▶ Your goal
Type out the entries below again, character for character.

[Supplied material Boundary: Start]

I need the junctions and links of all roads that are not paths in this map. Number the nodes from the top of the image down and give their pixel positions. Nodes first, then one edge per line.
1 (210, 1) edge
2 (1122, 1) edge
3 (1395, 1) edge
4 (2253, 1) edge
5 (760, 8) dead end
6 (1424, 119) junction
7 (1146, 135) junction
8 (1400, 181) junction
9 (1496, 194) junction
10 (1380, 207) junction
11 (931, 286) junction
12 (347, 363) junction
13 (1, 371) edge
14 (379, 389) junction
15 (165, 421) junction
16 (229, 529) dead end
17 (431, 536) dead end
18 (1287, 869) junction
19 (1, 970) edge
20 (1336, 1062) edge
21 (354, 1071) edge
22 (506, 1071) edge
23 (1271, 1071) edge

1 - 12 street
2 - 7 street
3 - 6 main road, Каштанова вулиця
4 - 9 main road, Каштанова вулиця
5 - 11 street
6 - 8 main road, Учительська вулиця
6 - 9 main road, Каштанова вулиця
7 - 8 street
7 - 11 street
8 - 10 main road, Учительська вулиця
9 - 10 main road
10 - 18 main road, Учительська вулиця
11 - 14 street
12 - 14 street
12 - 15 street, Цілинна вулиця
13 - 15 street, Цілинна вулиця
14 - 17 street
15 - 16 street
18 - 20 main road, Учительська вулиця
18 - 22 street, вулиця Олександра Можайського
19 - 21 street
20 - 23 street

[Supplied material Boundary: End]

▶ Result of this exercise
I need the junctions and links of all roads that are not paths in this map. Number the nodes from the top of the image down and give their pixel positions. Nodes first, then one edge per line.
1 (210, 1) edge
2 (1122, 1) edge
3 (1395, 1) edge
4 (2253, 1) edge
5 (760, 8) dead end
6 (1424, 119) junction
7 (1146, 135) junction
8 (1400, 181) junction
9 (1496, 194) junction
10 (1380, 207) junction
11 (931, 286) junction
12 (347, 363) junction
13 (1, 371) edge
14 (379, 389) junction
15 (165, 421) junction
16 (229, 529) dead end
17 (431, 536) dead end
18 (1287, 869) junction
19 (1, 970) edge
20 (1336, 1062) edge
21 (354, 1071) edge
22 (506, 1071) edge
23 (1271, 1071) edge

1 - 12 street
2 - 7 street
3 - 6 main road, Каштанова вулиця
4 - 9 main road, Каштанова вулиця
5 - 11 street
6 - 8 main road, Учительська вулиця
6 - 9 main road, Каштанова вулиця
7 - 8 street
7 - 11 street
8 - 10 main road, Учительська вулиця
9 - 10 main road
10 - 18 main road, Учительська вулиця
11 - 14 street
12 - 14 street
12 - 15 street, Цілинна вулиця
13 - 15 street, Цілинна вулиця
14 - 17 street
15 - 16 street
18 - 20 main road, Учительська вулиця
18 - 22 street, вулиця Олександра Можайського
19 - 21 street
20 - 23 street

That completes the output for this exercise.